Officials from the FIA and F1 Strategy Group confirmed earlier this year that the Halo would be fitted to all cars from the 2018 season in a bid to improve safety standards, with the deaths of Justin Wilson and Jules Bianchi putting head protection high on the agenda for the series’ chiefs.

Hamilton has long made his opposition to the Halo clear, believing it will ruin the look of F1 cars, and echoed his thoughts ahead of the final Halo-less race in Abu Dhabi this weekend.

“It’s the last year of looking good I think in the cars. It’s the last race where the cars will look good,” Hamilton said.

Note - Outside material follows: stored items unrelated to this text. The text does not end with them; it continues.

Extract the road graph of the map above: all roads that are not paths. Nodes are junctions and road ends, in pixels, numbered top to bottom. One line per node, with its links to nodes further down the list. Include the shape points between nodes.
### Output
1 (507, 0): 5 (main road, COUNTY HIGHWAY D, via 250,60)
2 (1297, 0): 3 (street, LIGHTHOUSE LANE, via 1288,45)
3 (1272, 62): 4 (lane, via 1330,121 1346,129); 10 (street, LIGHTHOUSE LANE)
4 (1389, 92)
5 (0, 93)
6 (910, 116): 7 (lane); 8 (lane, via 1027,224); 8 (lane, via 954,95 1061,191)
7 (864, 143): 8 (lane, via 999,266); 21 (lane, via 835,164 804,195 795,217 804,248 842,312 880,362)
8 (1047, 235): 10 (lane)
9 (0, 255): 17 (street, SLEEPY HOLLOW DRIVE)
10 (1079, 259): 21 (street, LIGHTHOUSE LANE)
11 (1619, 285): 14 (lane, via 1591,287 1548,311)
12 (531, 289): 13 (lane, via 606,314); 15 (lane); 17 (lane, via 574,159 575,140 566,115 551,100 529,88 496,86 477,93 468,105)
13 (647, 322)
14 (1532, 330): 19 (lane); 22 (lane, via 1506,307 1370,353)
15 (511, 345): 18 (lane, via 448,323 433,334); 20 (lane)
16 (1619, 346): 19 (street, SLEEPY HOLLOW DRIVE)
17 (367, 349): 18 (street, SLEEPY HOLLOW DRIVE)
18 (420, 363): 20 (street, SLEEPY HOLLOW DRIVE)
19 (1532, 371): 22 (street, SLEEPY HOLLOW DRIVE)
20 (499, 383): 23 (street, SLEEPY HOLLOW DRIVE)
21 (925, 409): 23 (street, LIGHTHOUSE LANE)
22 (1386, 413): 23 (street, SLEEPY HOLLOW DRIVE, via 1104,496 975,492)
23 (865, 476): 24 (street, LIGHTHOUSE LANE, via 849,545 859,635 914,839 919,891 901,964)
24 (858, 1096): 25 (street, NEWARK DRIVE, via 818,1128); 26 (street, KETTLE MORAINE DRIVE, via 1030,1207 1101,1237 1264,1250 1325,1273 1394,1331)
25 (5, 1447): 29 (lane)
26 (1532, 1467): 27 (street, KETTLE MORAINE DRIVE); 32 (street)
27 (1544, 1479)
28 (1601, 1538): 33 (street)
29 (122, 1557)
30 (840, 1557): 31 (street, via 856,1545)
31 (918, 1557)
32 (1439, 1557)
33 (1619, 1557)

“I think next year, it’s all downhill from there in terms of how they look.

“But safety will go up at least, and maybe it could be successful in some way.”

Hamilton’s F1 title rival Sebastian Vettel was less bothered about the change, believing the field will adjust and move on.

“The cars will look different next year. Everything I’ve seen so far looks different, but on the other hand it is something we all get used to,” Vettel said.

“But no doubt the cars look better now, but we’ll get used to it, and we’ll work on the aesthetics so it can be better. It is less of a big deal.”

Red Bull’s Daniel Ricciardo shared Vettel’s view, saying: “I don’t think it’s gonna be as dramatic as most people make it out to be.”